Season 1 began on November 20, 2020, and ended on February 15, 2021 at 13 episodes, and the show was expected to return for Season 2 by fall 2021. Season 2 aired on Fridays starting April 8, 2022 and ended on July 1, 2022.

==Airtime==

| Air date | Airtime |
|---|---|
| November 20 – December 25, 2020 | Fridays at 10:00 PM KST |
| January 4 – February 15, 2021 | Mondays at 10:00 PM KST |
| April 8 – July 1, 2022 | Fridays at 10:00 PM KST |

==Overview==
It is a "real time drama" reality show that features divorced celebrity couples reuniting through the show, and they spend some time together by themselves.

==Cast==
===Studio===
====Hosts====
- Shin Dong-yup (Season 1-2)
- Kim Won-hee (Season 1-2)

====Guests====
Season 1
- Kim Sae-rom (Episode 2-13)
- Yang Jae-jin (Episode 1-4)
- Jeong Ga-eun (Episode 1)
- Jang Su-won (Sechs Kies) (Episode 5-6)

Season 2
- Kim Sae-rom
- Choi Gogi (Episode 3)
- Yoo Ggaenip (Episode 3)

===Divorced Couples===
====Season 1====
- Lee Young-ha – Sunwoo Eun-sook (Episode 1-13)
  - Married from 1981 to 2007
- Choi Gogi – Yoo Ggaenip (Episode 1-13)
  - Married from 2016 to 2020
- Park Jae-hoon – Park Hye-young (Episode 3-9)
  - Married from 2007 to 2015
- Lee Ha-neul (DJ DOC) – Park Yoo-sun (Episode 6-13)
  - Married from 2018 to 2020
- Park Se-hyeok – Kim Yu-min (Episode 10-13)
  - Married from 2018 to 2019
- Kim Dong-sung – In Min-jeong (Episode 11)
  - Kim was married from 2004 to 2018
  - In is Kim's current girlfriend; she was also divorced in 2014

====Season 2====
- Eli Kim – Ji Yeon-soo (Episode 1-12)
  - Married from 2014 to 2020
- Na Han-il – Yoo Hye-young (Episode 1-12)
  - Married from 1989 to 1998, and re-married from 2002 to 2015
  - Na had re-married in 2018, to Jeong Eun-sook, but the two divorced in 2020
- Jo Sung-min – Jang Ga-hyun (Episode 5-12)
  - Married from 2000 to 2020

==Aftermath==
On June 2, 2021, it was confirmed by Choi Gogi, one of the participating cast of the show, that he is currently dating one of the writers of the show.
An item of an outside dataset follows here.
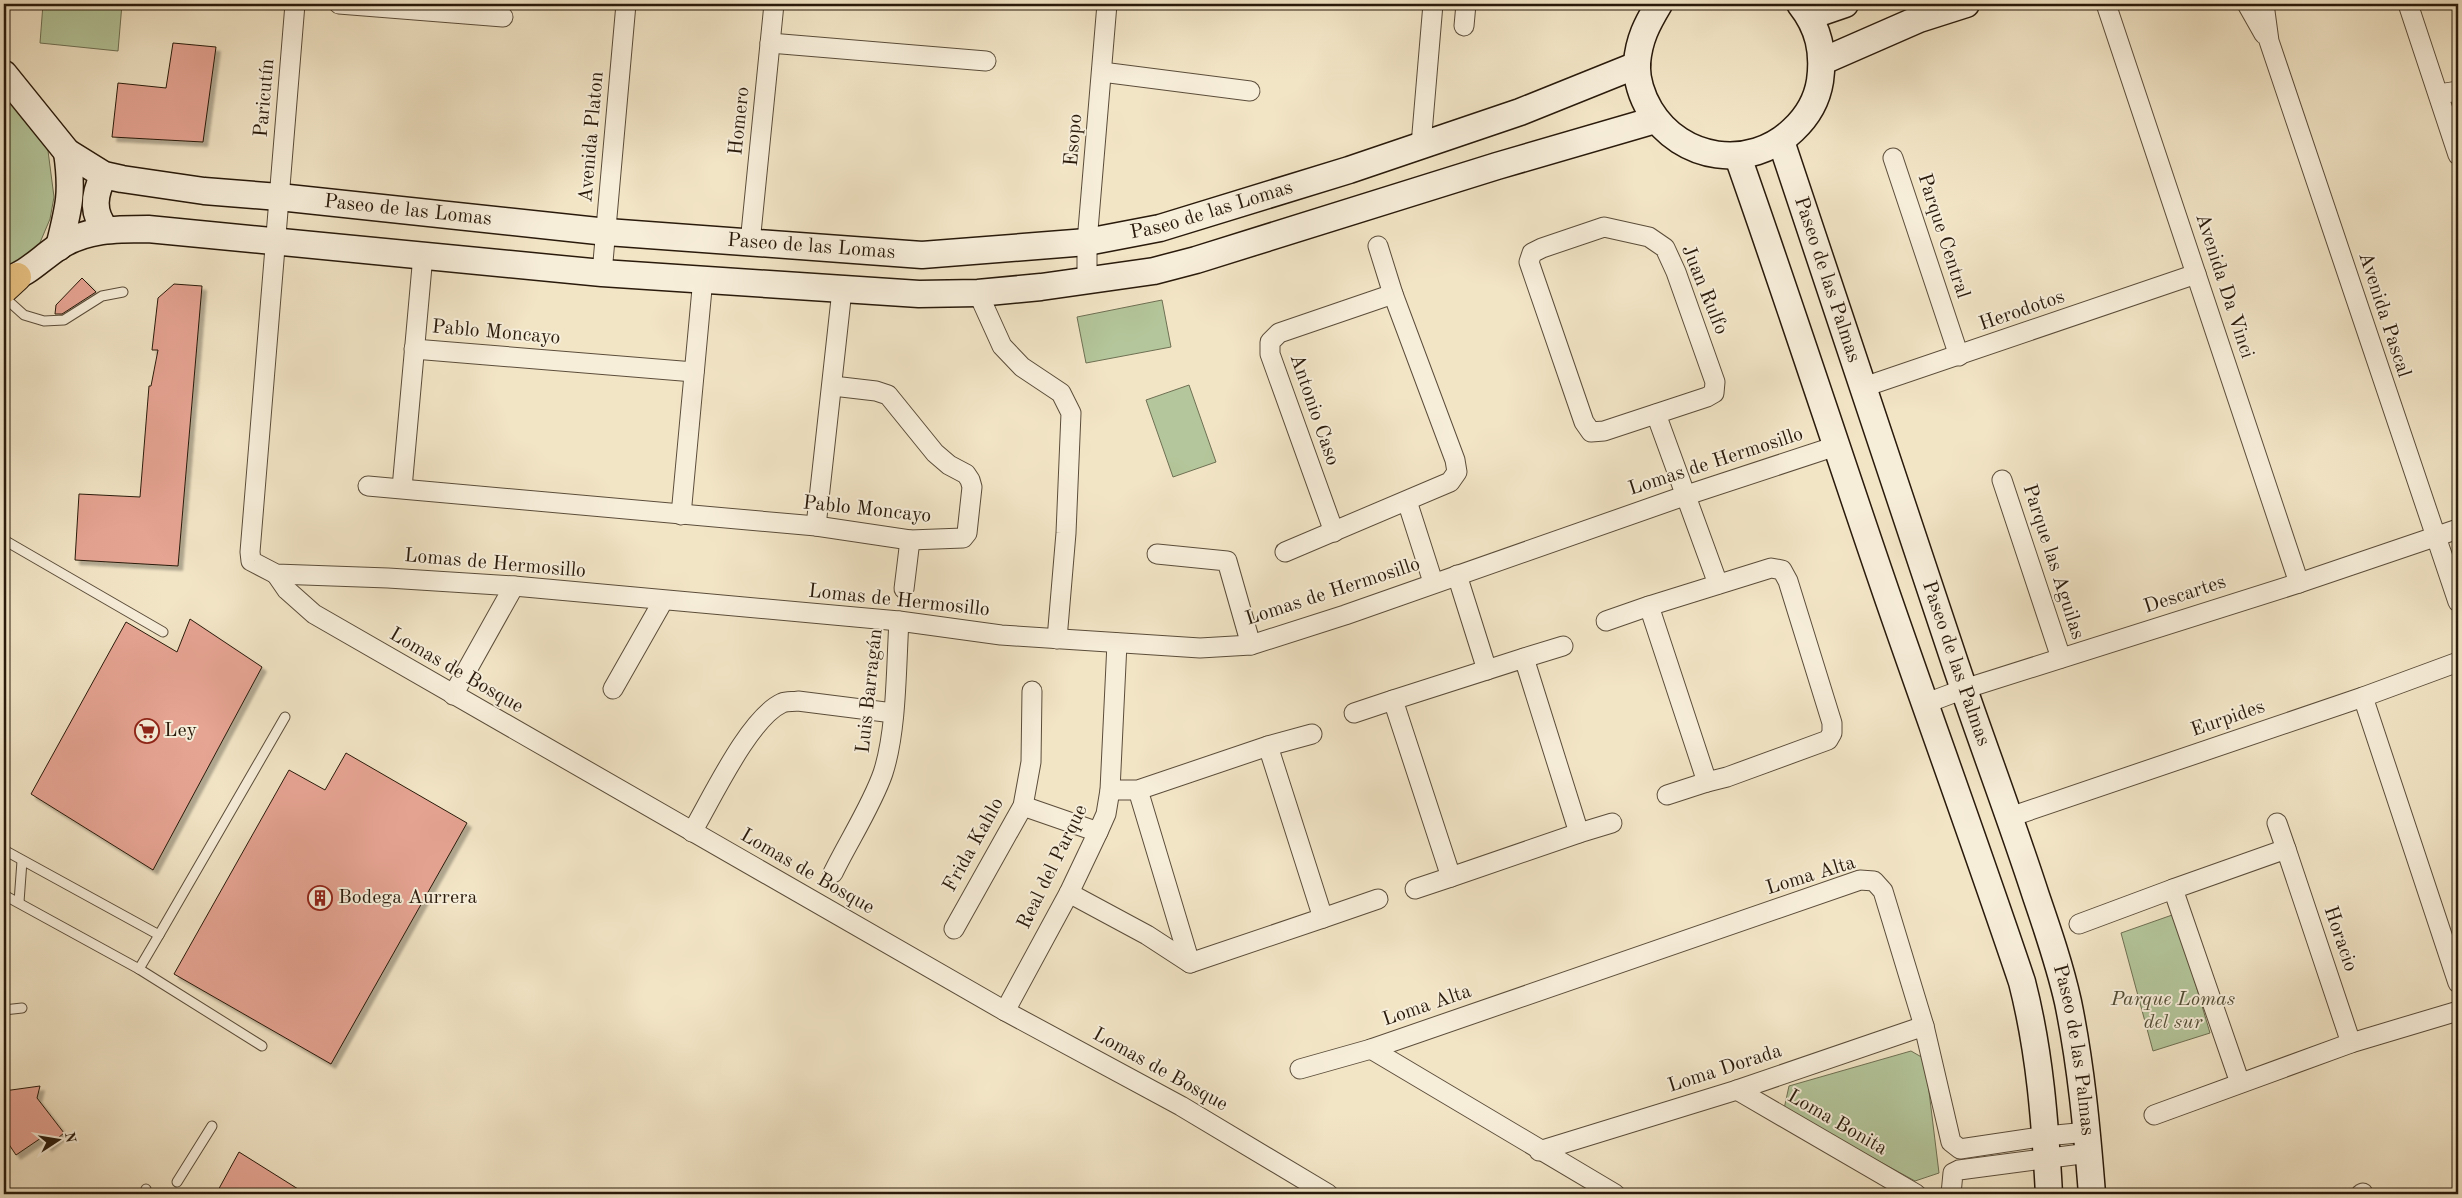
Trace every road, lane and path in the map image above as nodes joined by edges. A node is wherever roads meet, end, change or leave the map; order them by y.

The same year on August 12, Choi confirmed through his Instagram update that they have broken up.

==Ratings==
===Season 1===

Average TV viewership ratings
| Ep. | Original broadcast date | Average audience share (Nielsen Korea) |  |  |  |
| Nationwide |  | Seoul |  |
| Part 1 | Part 2 | Part 1 | Part 2 |
| 1 | November 20, 2020 | 8.923% | 8.995% | 9.148% | 10.205% |
| 2 | November 27, 2020 | 5.997% | 9.288% | 6.195% | 9.618% |
| 3 | December 4, 2020 | 6.676% | 8.978% | 6.436% | 9.151% |
| 4 | December 11, 2020 | 5.290% | 8.494% | 5.421% | 8.660% |
| 5 | December 18, 2020 | 6.404% | 8.878% | 7.190% | 8.981% |
| 6 | December 25, 2020 | 6.159% | 8.174% | 6.116% | 8.026% |
| 7 | January 4, 2021 | 4.841% | 6.442% | 5.126% | 6.617% |
| 8 | January 11, 2021 | 6.666% | 7.382% | 6.598% | 7.994% |
| 9 | January 18, 2021 | 6.424% | 8.147% | 6.882% | 8.853% |
| 10 | January 25, 2021 | 6.915% | 7.407% | 7.142% | 7.945% |
| 11 | February 1, 2021 | 6.635% | 6.565% | 7.055% | 7.366% |
| 12 | February 8, 2021 | 5.460% | 6.893% | 5.793% | 7.162% |
| 13 | February 15, 2021 | 5.645% | 8.033% | 5.742% | 8.273% |

Average TV viewership ratings
| Ep. | Original broadcast date | Average audience share (Nielsen Korea) |  |  |  |
| Nationwide |  | Seoul |  |
| Part 1 | Part 2 | Part 1 | Part 2 |
| 1 | April 8, 2022 | 3.878% | 6.677% | 3.898% | 6.796% |
| 2 | April 15, 2022 | 6.520% | 6.690% | 6.241% | 6.323% |
| 3 | April 22, 2022 | 6.934% |  | 7.056% |  |
| 4 | April 29, 2022 | 6.962% |  | 6.337% |  |
| 5 | May 6, 2022 | 6.331% |  | 6.295% |  |
| 6 | May 13, 2022 | 6.668% |  | 6.080% |  |
| 7 | May 20, 2022 | 6.029% |  | 5.464% |  |
| 8 | May 27, 2022 | 6.675% |  | 6.334% |  |
| 9 | June 3, 2022 | 6.607% |  | 5.891% |  |
| Special | June 10, 2022 | 3.212% |  | 2.978% |  |
| 10 | June 17, 2022 | 6.338% |  | 6.207% |  |
| 11 | June 24, 2022 | 6.726% |  | 5.911% |  |
| 12 | July 1, 2022 | 7.072% |  | 6.760% |  |

- Notes
- In the tables above, represent the lowest ratings and represent the highest ratings.
- Ratings do not include commercial time, which regular ratings usually do.